[[ Records provided, beginning ]]

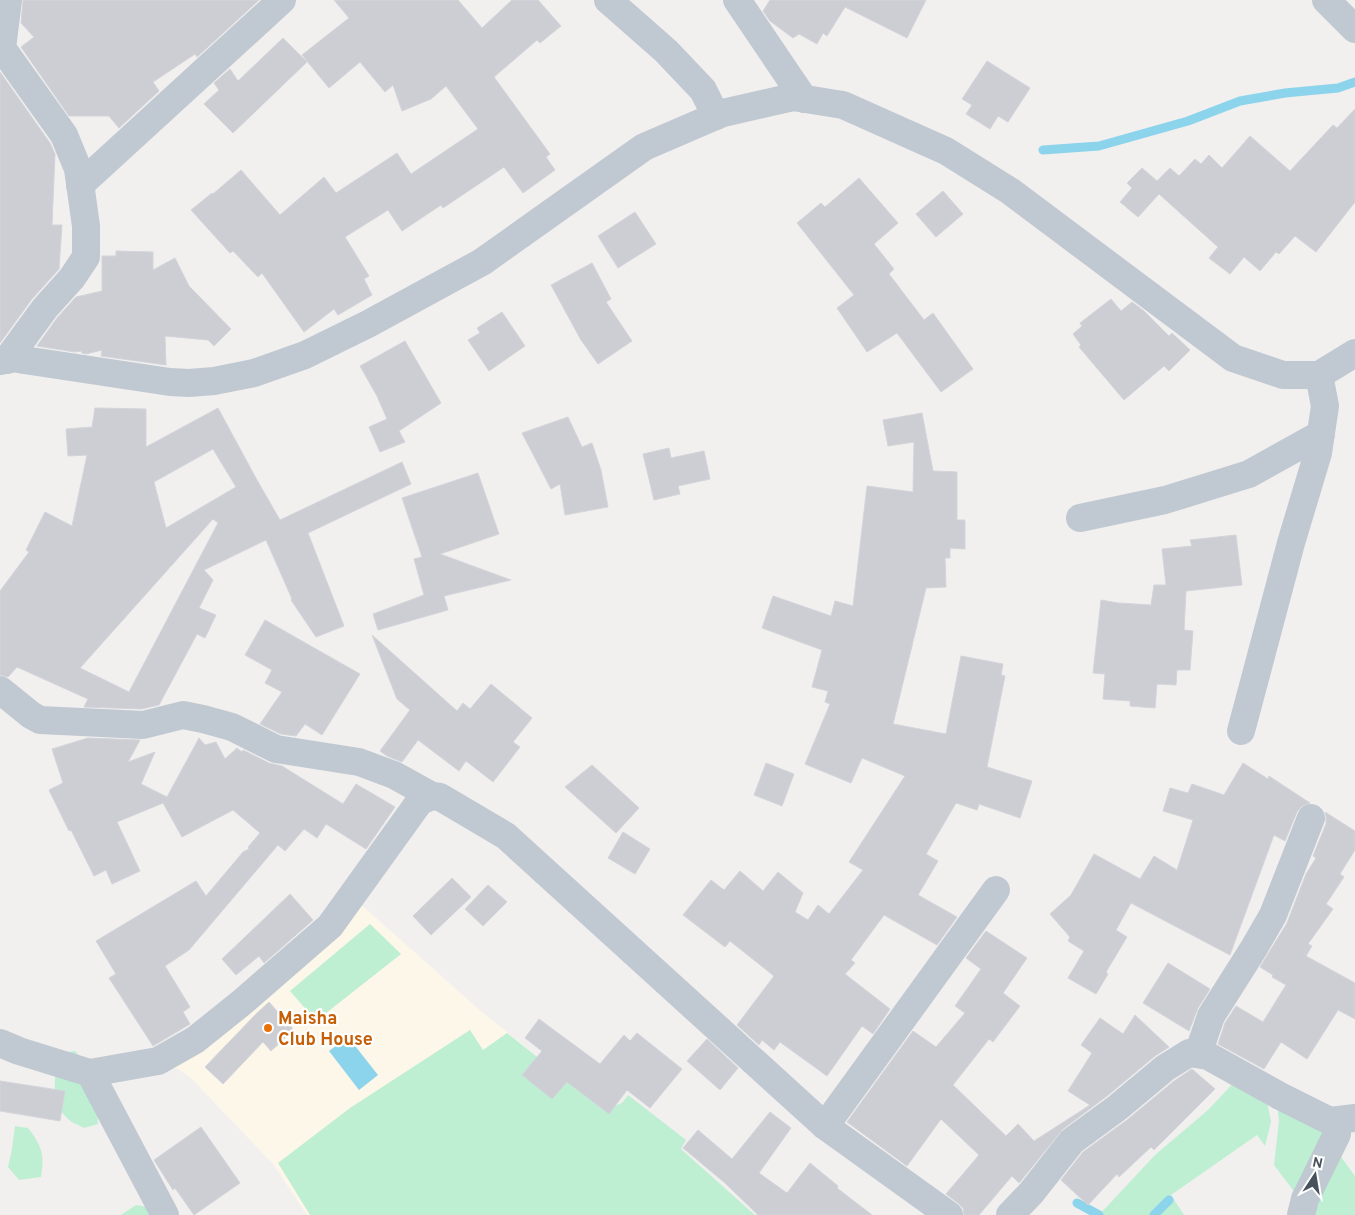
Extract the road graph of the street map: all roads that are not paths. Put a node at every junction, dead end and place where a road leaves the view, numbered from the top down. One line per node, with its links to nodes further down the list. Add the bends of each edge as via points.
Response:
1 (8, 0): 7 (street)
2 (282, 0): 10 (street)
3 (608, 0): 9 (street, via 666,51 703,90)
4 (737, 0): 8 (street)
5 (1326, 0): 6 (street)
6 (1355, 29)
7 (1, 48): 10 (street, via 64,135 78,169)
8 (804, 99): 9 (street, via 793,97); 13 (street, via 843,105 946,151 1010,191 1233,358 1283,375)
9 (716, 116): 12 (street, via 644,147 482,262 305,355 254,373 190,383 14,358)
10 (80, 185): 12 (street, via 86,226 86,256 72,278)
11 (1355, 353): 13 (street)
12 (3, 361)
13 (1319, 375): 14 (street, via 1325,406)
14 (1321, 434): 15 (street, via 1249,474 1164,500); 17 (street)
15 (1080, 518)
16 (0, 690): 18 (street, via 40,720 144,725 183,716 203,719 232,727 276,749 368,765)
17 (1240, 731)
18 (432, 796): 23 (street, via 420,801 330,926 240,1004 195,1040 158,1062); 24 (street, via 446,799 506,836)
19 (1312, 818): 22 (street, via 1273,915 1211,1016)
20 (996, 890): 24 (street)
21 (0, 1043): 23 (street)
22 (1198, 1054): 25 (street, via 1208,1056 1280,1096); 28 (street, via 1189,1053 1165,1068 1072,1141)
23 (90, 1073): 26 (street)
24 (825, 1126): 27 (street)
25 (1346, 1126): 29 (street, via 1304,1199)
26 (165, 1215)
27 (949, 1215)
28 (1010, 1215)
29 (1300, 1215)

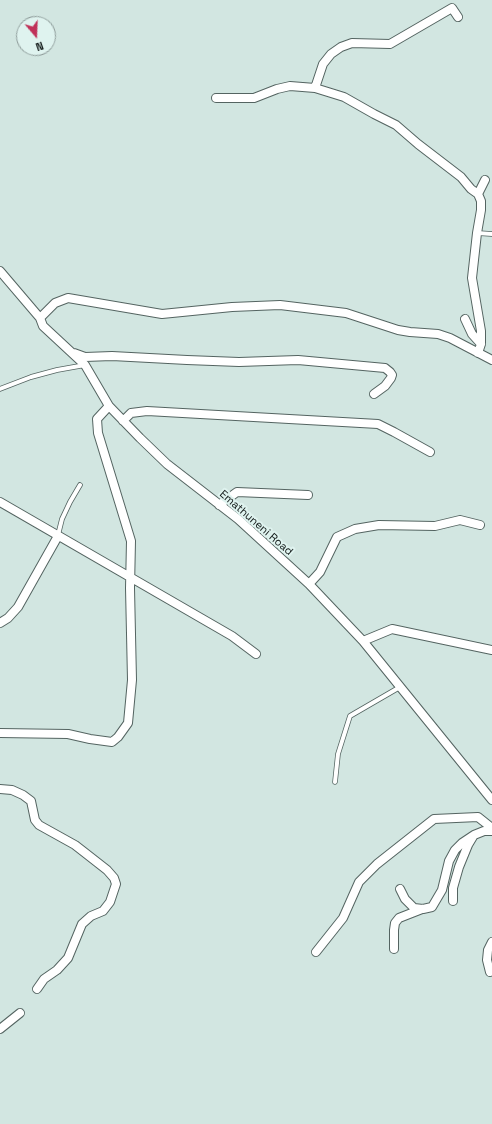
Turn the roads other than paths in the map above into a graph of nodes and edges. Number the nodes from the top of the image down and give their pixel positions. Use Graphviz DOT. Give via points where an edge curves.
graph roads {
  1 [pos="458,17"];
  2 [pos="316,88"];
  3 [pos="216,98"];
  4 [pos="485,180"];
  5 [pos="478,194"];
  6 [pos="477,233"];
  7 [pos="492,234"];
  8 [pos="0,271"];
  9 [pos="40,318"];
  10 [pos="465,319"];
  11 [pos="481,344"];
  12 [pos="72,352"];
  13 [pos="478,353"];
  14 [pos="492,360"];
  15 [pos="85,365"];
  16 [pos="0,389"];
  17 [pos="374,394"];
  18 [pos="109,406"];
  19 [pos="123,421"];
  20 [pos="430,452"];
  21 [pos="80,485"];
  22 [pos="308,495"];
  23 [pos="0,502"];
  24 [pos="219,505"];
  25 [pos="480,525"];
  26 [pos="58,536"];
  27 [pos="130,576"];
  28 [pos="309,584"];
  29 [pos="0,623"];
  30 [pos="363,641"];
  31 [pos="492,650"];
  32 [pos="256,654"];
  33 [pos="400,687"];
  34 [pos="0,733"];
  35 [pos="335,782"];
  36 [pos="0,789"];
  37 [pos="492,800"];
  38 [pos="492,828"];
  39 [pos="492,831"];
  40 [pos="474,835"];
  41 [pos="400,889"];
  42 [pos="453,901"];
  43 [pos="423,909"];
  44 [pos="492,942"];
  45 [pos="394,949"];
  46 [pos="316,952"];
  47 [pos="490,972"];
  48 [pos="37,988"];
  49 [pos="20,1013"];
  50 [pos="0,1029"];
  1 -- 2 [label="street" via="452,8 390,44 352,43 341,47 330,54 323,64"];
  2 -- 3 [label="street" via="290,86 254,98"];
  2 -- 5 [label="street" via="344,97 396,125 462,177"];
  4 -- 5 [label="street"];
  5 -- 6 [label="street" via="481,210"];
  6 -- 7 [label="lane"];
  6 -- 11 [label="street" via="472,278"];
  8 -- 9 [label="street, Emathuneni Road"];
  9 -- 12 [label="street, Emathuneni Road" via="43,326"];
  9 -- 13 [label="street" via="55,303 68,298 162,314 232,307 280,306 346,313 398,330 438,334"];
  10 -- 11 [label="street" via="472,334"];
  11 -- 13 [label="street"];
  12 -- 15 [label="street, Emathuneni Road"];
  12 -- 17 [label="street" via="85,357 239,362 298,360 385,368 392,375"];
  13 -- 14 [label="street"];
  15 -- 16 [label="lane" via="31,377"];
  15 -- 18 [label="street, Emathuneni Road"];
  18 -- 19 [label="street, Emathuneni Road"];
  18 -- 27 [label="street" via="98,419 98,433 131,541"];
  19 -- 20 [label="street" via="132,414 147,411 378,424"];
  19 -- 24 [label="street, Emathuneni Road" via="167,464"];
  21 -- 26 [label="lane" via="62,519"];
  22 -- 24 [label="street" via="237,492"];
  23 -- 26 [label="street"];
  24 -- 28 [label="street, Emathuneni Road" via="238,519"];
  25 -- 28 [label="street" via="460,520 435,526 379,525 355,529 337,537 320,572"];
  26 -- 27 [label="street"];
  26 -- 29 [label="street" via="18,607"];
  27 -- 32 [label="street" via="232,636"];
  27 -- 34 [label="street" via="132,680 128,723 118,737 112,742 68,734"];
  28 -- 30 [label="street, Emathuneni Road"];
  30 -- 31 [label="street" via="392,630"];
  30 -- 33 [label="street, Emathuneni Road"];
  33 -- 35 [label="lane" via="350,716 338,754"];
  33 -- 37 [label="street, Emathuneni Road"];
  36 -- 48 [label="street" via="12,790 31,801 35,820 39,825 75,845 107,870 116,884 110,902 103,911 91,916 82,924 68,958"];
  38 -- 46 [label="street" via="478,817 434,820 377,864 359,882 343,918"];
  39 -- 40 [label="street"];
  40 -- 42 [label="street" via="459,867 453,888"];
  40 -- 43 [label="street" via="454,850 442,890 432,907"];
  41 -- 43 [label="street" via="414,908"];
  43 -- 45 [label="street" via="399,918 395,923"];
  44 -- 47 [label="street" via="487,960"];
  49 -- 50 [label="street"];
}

[[ Records provided, end ]]

• Exercise objective
All lines above that include the word "graph" must be copied into the answer.

• Solution for this problem
Extract the road graph of the street map: all roads that are not paths. Put a node at every junction, dead end and place where a road leaves the view, numbered from the top down. One line per node, with its links to nodes further down the list. Add the bends of each edge as via points.
Turn the roads other than paths in the map above into a graph of nodes and edges. Number the nodes from the top of the image down and give their pixel positions. Use Graphviz DOT. Give via points where an edge curves.
graph roads {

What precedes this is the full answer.